Both Demis Hassabis (who now leads the Google DeepMind) and Mustafa Suleyman (who is the head of Microsoft AI) were present at the meeting but it was the former who used his ‘poker’ experience to negotiate one of the most important purchases in Google’s history.
DeepMind founders’ decision not to talk about money
Google’s mergers and acquisitions team had assembled a panel of in-house AI experts to assess what DeepMind was worth. The DeepMind founders demonstrated their recent breakthrough, including an AI agent that had taught itself to play Atari video games, and impressed the room, But when it came to the question of price, the founders did something surprising.
They said nothing, according to The Wall Street Journal reported based on an exclusive excerpt from an upcoming book, The Infinity Machine: Demis Hassabis, DeepMind and the Quest for Superintelligence, by journalist Sebastian Mallaby.“We thought, the moment we mention money, they'll think we're trying to dash for the door,” DeepMind co-founder Mustafa Suleyman later explained, adding, “It'll look like we're going to take the cash and head off into the sunset.”
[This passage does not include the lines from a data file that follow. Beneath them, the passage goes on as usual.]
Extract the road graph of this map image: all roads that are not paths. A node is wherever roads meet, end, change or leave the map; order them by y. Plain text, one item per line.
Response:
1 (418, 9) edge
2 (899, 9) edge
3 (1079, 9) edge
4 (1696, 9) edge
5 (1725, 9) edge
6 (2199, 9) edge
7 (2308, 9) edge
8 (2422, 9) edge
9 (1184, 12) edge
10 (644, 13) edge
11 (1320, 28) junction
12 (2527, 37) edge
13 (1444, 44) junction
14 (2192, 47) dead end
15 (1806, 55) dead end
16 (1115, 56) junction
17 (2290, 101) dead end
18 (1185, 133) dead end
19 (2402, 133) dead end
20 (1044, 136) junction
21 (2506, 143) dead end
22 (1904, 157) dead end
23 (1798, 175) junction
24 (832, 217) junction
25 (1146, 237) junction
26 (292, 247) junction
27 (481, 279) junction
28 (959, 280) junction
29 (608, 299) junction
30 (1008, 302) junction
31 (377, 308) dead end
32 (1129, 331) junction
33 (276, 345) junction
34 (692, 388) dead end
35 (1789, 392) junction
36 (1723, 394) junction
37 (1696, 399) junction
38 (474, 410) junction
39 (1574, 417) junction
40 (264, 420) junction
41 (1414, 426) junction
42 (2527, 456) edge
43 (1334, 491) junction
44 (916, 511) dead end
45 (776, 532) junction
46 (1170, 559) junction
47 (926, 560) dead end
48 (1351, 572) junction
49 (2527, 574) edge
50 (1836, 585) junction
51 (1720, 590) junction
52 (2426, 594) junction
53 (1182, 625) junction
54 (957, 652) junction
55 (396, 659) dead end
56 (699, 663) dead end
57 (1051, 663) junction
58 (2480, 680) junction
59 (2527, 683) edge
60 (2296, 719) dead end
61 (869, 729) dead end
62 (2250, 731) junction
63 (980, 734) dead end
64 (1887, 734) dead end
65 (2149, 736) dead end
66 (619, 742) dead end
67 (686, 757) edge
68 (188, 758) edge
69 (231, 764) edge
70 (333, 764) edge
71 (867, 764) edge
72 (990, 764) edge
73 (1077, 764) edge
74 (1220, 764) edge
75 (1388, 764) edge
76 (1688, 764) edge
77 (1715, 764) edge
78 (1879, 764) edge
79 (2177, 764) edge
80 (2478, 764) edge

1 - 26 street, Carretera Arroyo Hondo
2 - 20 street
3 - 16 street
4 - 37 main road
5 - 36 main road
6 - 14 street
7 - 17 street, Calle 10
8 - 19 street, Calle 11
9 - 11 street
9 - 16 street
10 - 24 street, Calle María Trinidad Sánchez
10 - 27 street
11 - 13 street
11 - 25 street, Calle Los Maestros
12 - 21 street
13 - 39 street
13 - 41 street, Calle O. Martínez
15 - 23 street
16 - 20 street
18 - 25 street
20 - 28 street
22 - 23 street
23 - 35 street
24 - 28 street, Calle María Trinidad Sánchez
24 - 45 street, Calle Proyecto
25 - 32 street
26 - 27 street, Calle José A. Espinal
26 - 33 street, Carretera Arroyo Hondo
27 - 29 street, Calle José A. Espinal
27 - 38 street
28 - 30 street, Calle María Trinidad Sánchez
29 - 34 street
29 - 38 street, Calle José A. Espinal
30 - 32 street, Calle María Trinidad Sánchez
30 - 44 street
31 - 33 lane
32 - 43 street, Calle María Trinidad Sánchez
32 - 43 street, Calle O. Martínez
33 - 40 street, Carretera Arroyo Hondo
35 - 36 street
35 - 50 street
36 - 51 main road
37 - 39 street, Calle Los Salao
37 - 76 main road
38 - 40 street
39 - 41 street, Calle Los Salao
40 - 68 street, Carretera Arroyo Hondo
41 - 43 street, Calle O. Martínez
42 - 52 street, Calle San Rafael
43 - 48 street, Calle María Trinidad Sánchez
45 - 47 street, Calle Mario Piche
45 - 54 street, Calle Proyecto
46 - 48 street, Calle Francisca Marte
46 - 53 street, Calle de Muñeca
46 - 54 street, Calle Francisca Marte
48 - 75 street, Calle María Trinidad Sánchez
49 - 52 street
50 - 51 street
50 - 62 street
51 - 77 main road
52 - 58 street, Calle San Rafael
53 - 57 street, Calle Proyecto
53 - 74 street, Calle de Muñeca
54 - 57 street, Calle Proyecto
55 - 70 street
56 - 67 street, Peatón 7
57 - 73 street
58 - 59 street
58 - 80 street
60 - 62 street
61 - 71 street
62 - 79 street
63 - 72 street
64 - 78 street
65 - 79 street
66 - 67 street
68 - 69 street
Instead of haggling over valuation, Suleyman and Hassabis asked about research budgets. They wanted to know how much Google would invest in their work. However, one of the most important questions was safety – something that no one in a typical acquisition negotiation brings up.According to Suleyman, if their company was going to be absorbed by one of the world’s most powerful technology companies, it needed to be protected by something extraordinary: an independent oversight board, staffed by scientists, philosophers and respected public figures, with the final say on how AI would be deployed into society.“The basic idea was, look, we have to plan for success. In a success scenario, we can't just have the Google founders using AGI for their own purposes,” Suleyman explained.
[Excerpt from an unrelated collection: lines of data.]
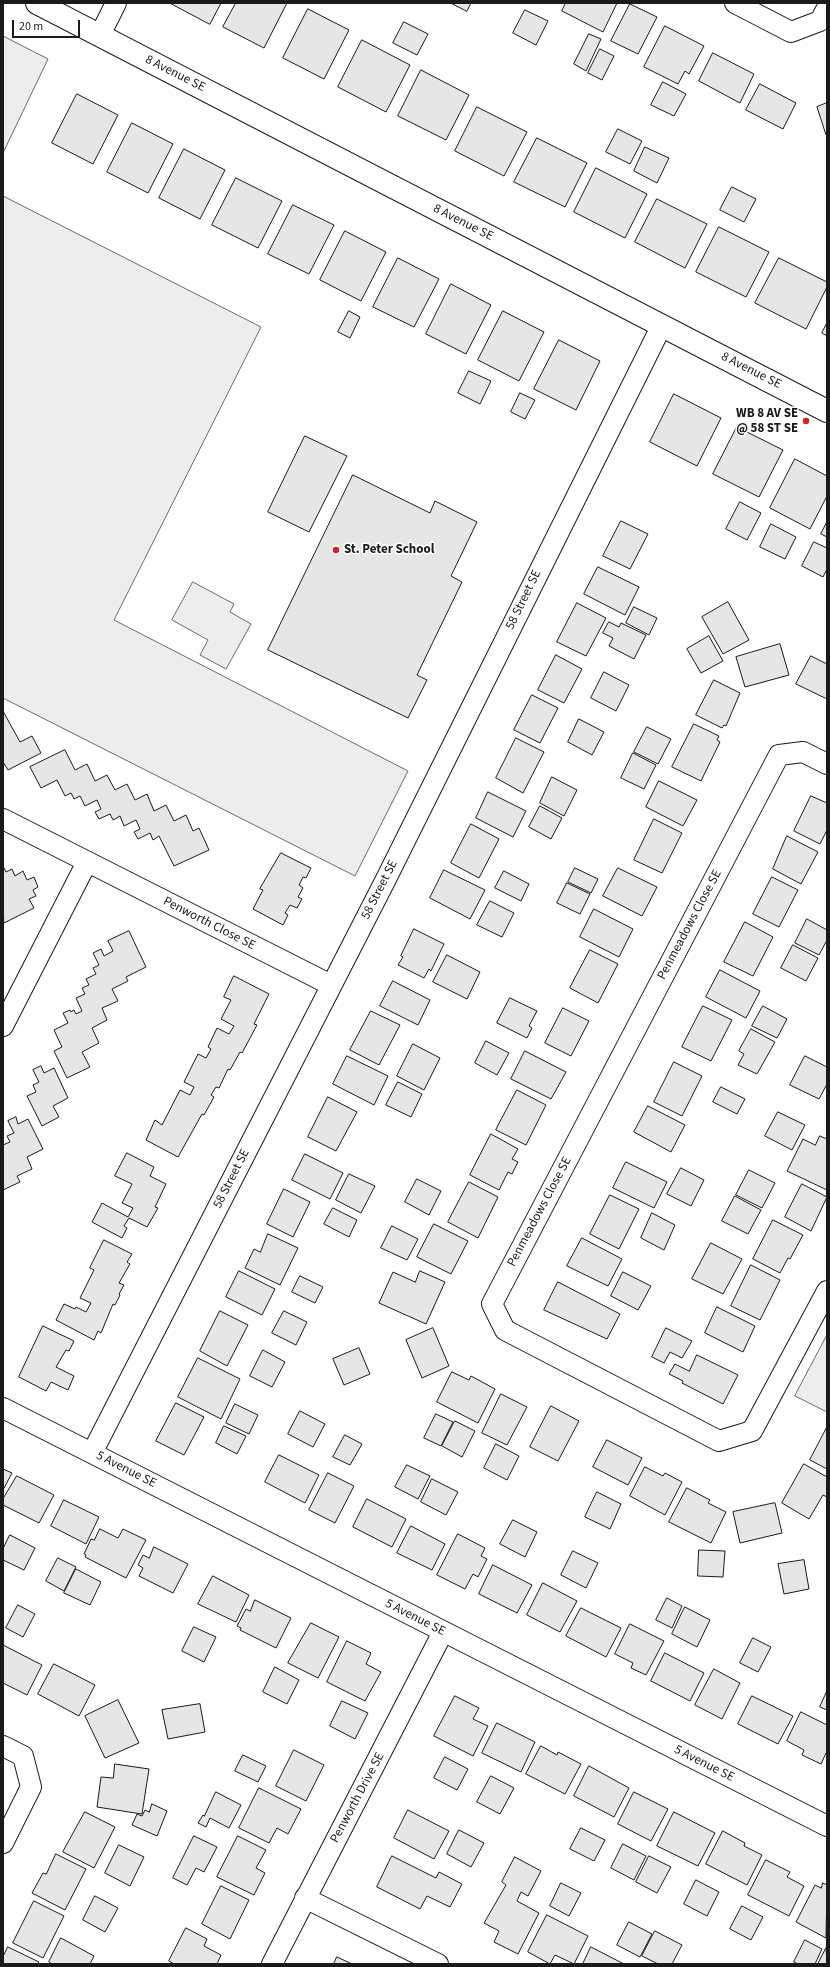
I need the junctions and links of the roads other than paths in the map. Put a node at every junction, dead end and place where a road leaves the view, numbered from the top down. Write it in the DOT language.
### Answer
graph roads {
  1 [pos="37,3"];
  2 [pos="116,3"];
  3 [pos="735,3"];
  4 [pos="827,8"];
  5 [pos="100,35"];
  6 [pos="662,325"];
  7 [pos="827,411"];
  8 [pos="827,764"];
  9 [pos="3,819"];
  10 [pos="87,862"];
  11 [pos="331,985"];
  12 [pos="3,1026"];
  13 [pos="827,1291"];
  14 [pos="3,1408"];
  15 [pos="92,1452"];
  16 [pos="443,1632"];
  17 [pos="3,1746"];
  18 [pos="827,1826"];
  19 [pos="3,1843"];
  20 [pos="305,1898"];
  21 [pos="272,1964"];
  22 [pos="438,1964"];
  1 -- 5 [label="street, 8 Avenue SE"];
  2 -- 5 [label="street"];
  3 -- 4 [label="street"];
  5 -- 6 [label="street, 8 Avenue SE"];
  6 -- 7 [label="street, 8 Avenue SE"];
  6 -- 11 [label="street, 58 Street SE"];
  8 -- 13 [label="street, Penmeadows Close SE"];
  9 -- 10 [label="street, Penworth Close SE"];
  10 -- 11 [label="street, Penworth Close SE"];
  10 -- 12 [label="street"];
  11 -- 15 [label="street, 58 Street SE"];
  14 -- 15 [label="street, 5 Avenue SE"];
  15 -- 16 [label="street, 5 Avenue SE"];
  16 -- 18 [label="street, 5 Avenue SE"];
  16 -- 20 [label="street, Penworth Drive SE"];
  17 -- 19 [label="street"];
  20 -- 21 [label="street, Penworth Drive SE"];
  20 -- 22 [label="street"];
}
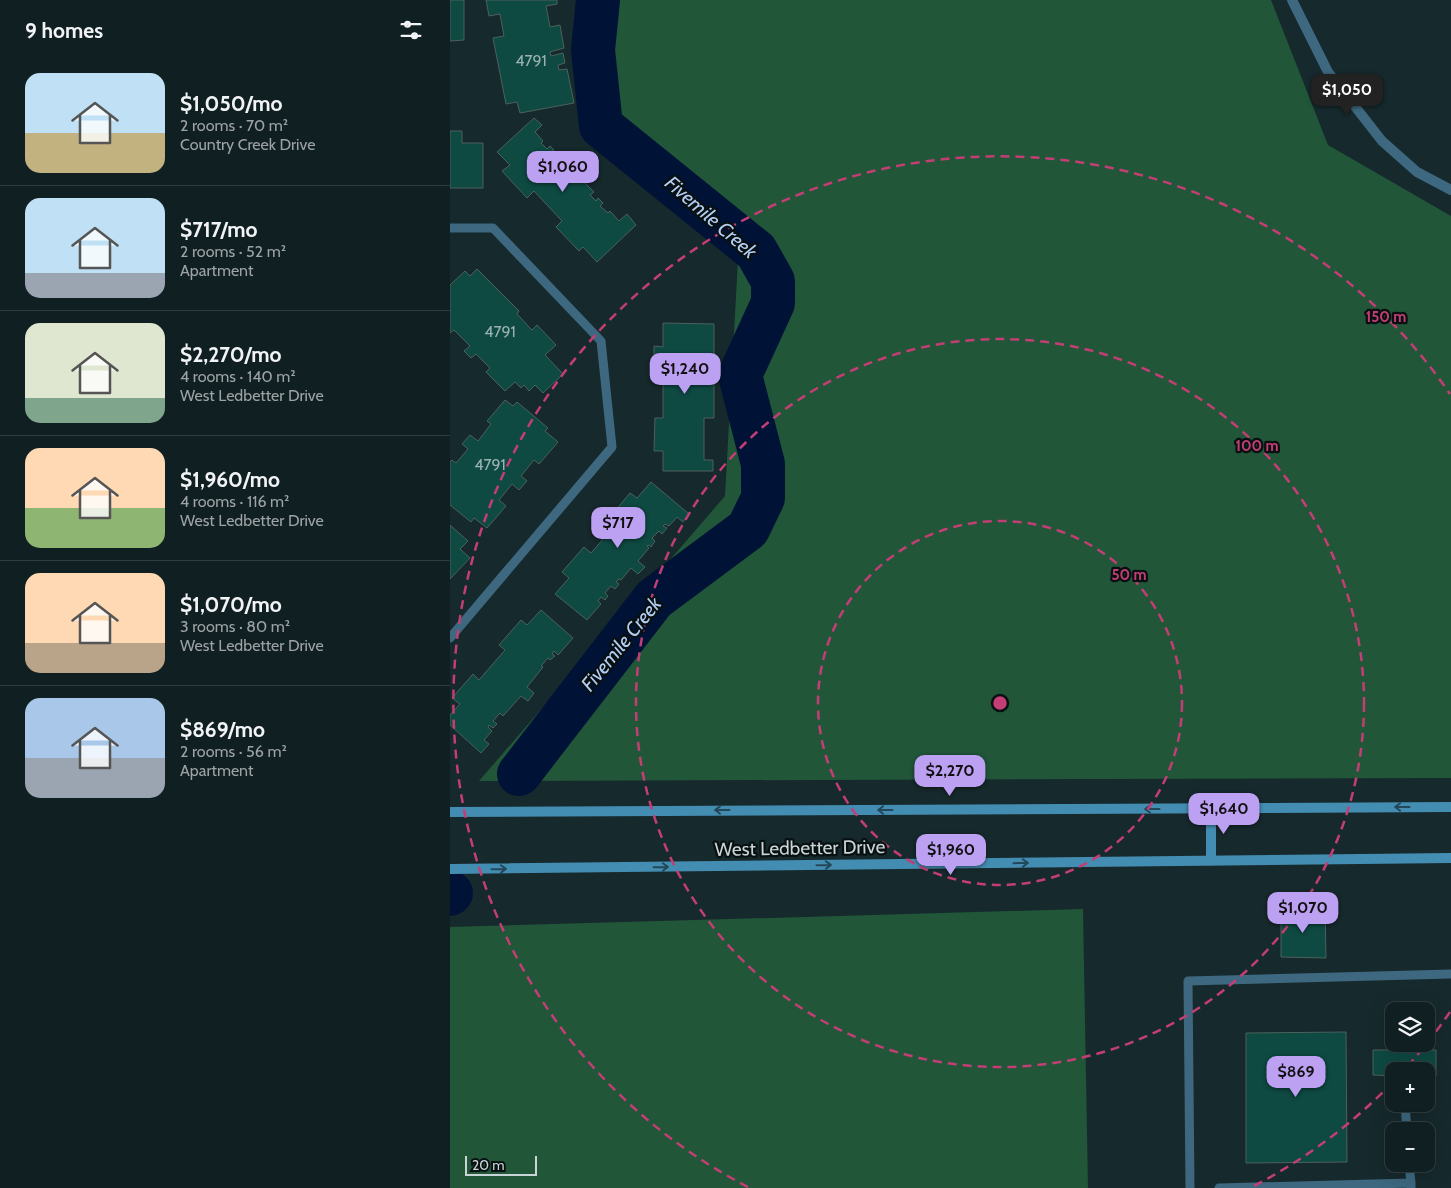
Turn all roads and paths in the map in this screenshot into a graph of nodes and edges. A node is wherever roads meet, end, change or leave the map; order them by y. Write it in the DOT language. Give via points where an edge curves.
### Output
graph roads {
  1 [pos="1292,0"];
  2 [pos="1451,190"];
  3 [pos="450,228"];
  4 [pos="450,638"];
  5 [pos="1451,807"];
  6 [pos="1212,808"];
  7 [pos="450,812"];
  8 [pos="1451,858"];
  9 [pos="1211,861"];
  10 [pos="450,869"];
  11 [pos="1451,974"];
  12 [pos="1410,1172"];
  13 [pos="1411,1185"];
  14 [pos="1190,1188"];
  15 [pos="1219,1188"];
  1 -- 2 [label="street" via="1328,72 1382,141 1417,172"];
  3 -- 4 [label="lane" via="493,228 601,340 612,447"];
  5 -- 6 [label="main road, West Ledbetter Drive, one-way"];
  6 -- 7 [label="main road, West Ledbetter Drive, one-way"];
  6 -- 9 [label="main road"];
  8 -- 9 [label="main road, West Ledbetter Drive"];
  10 -- 9 [label="main road, West Ledbetter Drive, one-way"];
  11 -- 14 [label="lane" via="1188,981"];
  12 -- 13 [label="lane"];
  13 -- 15 [label="lane"];
}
Mustafa Suleyman played the table, not the cards
To back it up, Suleyman reached for a skill developed far from any boardroom. He is reportedly an experienced poker player, and in that moment, he played the negotiation like a hand of cards.“We told them, we are the best-funded pre-revenue startup in Europe.
We've got Peter Thiel, Solina Chau, Elon Musk — all billionaires, all backing us,” he recalled, but it was, by his own admission, a bluff. Those investors were not necessarily prepared to go to war for DeepMind's independence. “Of course, those people didn't really have our backs — that's what makes you feel queasy as a negotiator. But in poker, you learn to play the table, not the cards. You size up the other players and then you make your bets, based on your reading of their psychology,” he said.His co-founder Hassabis, by contrast, thought of himself as a chess player – a game with no hidden information, no bluffing, and no room for psychological misdirection.
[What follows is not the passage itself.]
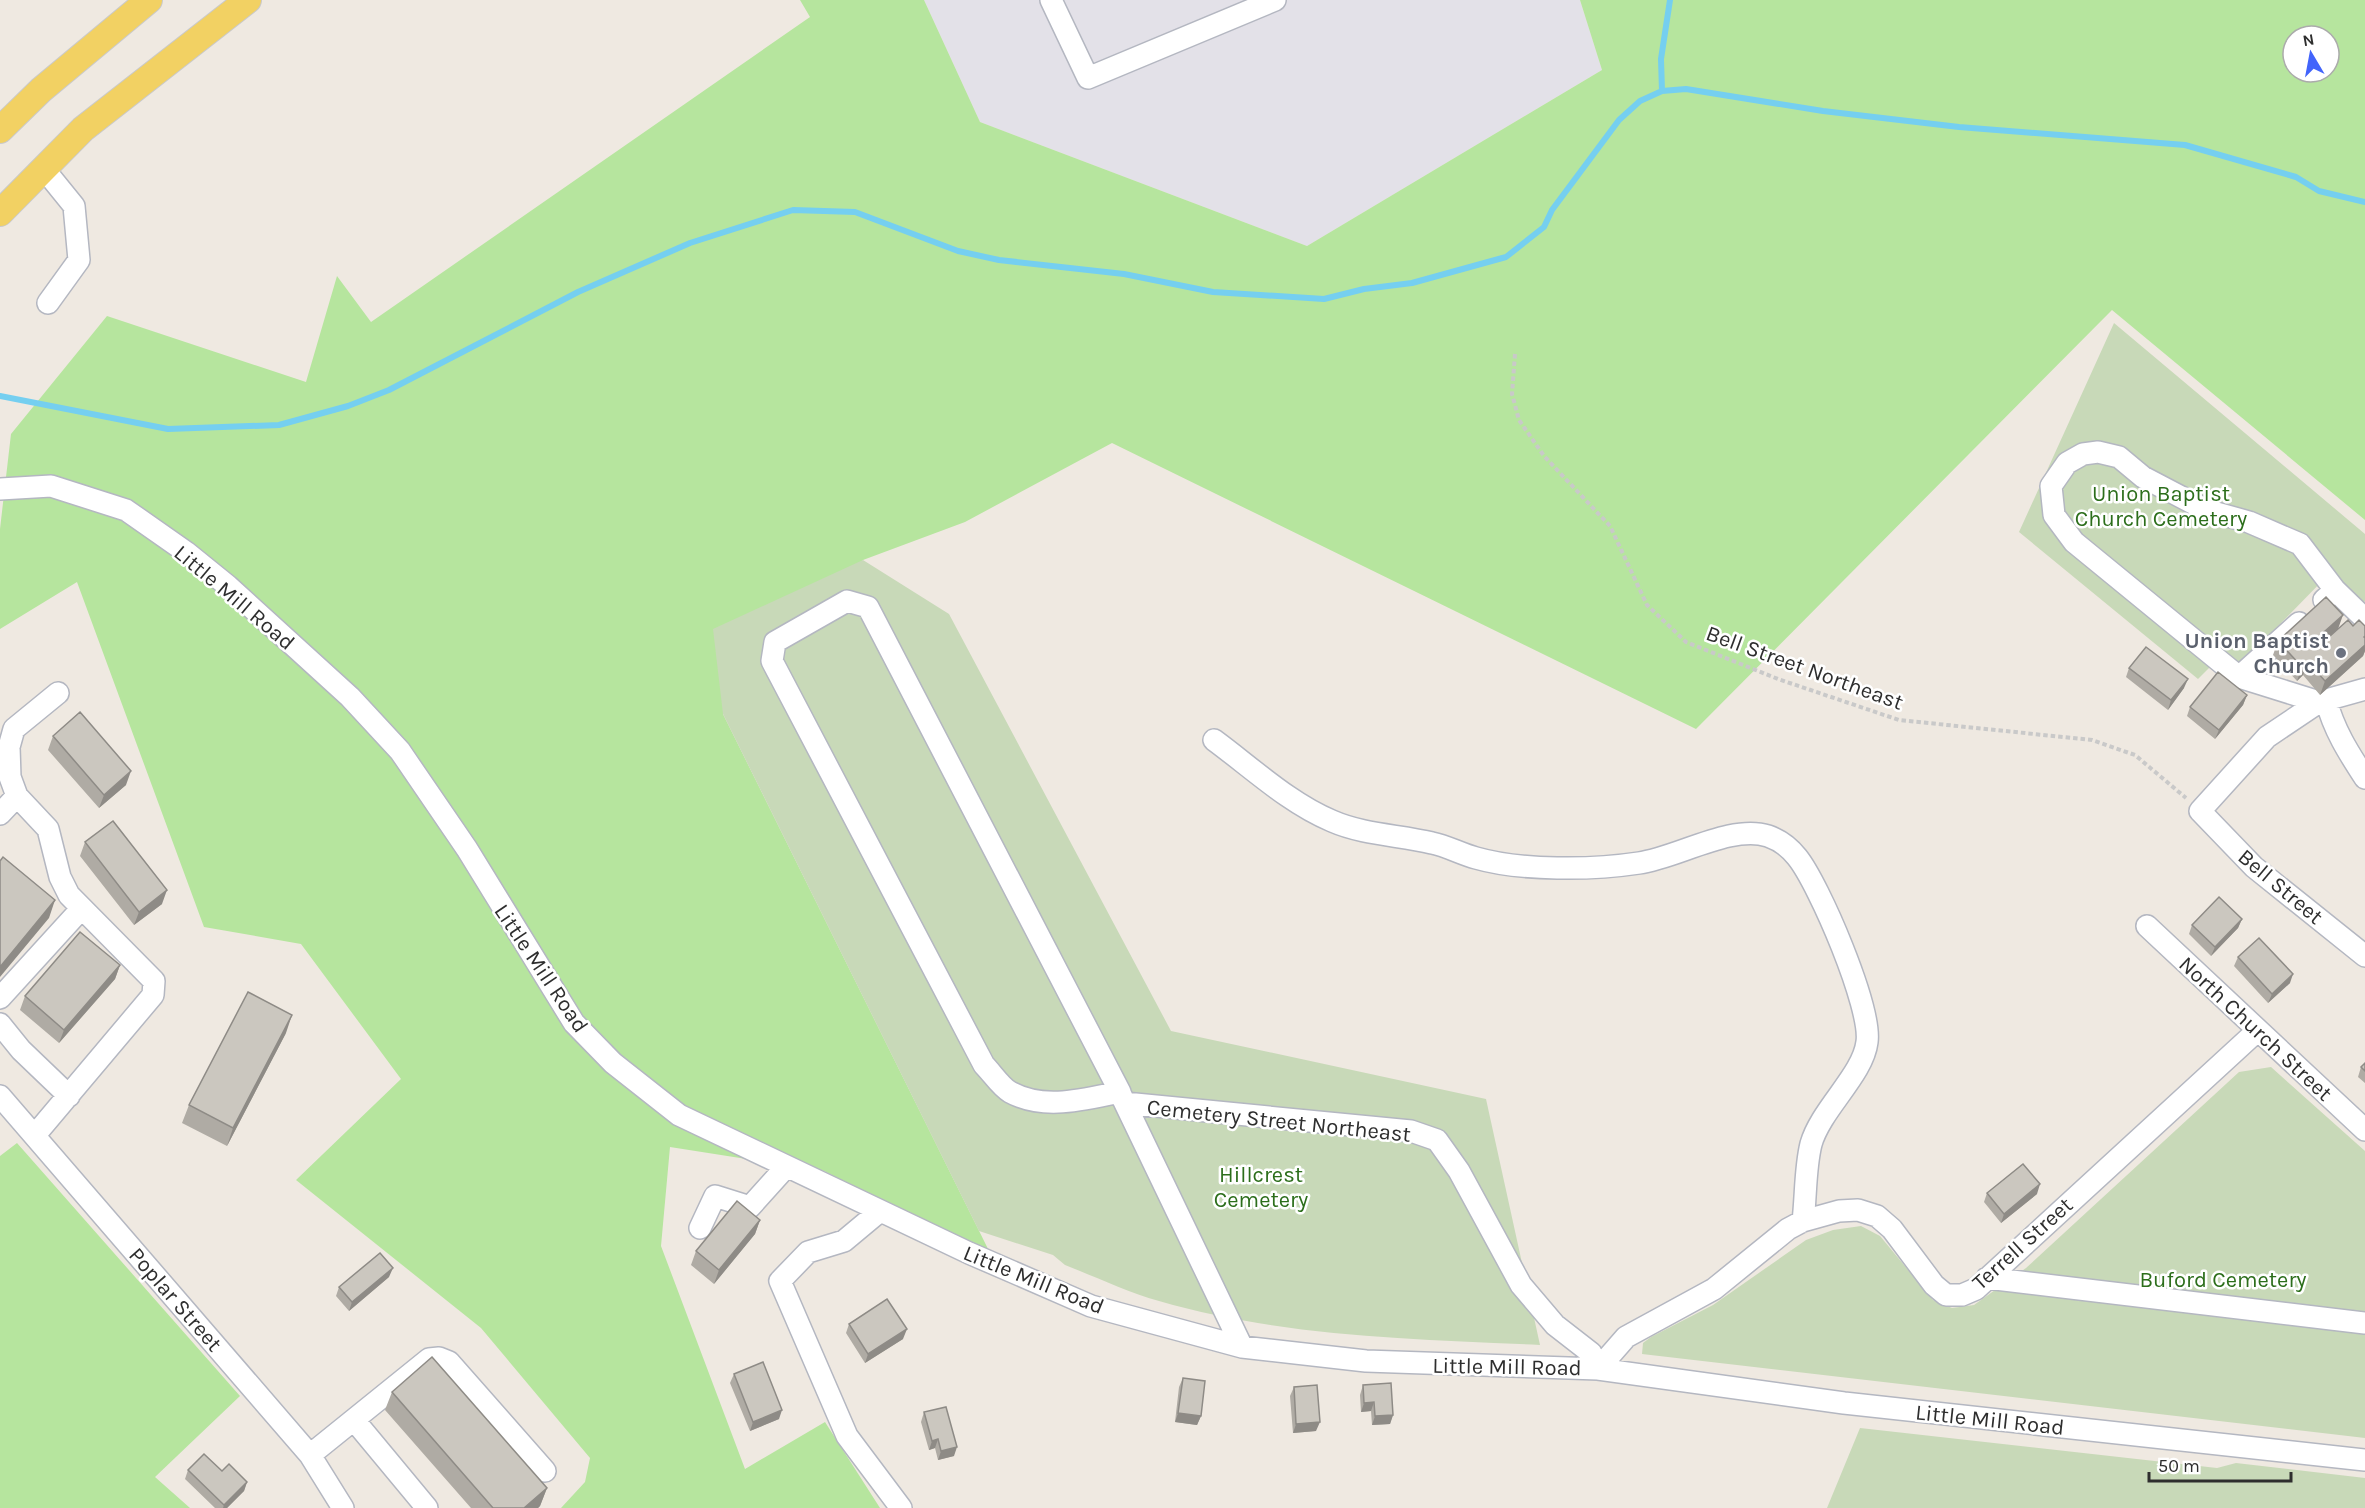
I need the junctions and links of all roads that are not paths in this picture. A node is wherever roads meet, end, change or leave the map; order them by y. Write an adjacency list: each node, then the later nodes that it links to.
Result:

Google was already thinking the same way
As it turned out, the bluff may not have been necessary at all. Google's own leadership had been wrestling with exactly the same fears about AI that Suleyman had raised. Patrick Pichette, Google’s chief financial officer at the time, recalled the internal conversations with striking candour.“We thought AI was like atomic energy. You can make bombs with it, but if you are smart, you can also solve climate change with it. So we discussed all the big questions from the get-go. What if it takes off on its own and runs amok? How do we control it?," he said.Google, it turned out, was already sold, not just on DeepMind's technology, but on the seriousness with which its founders approached the risks of what they were building.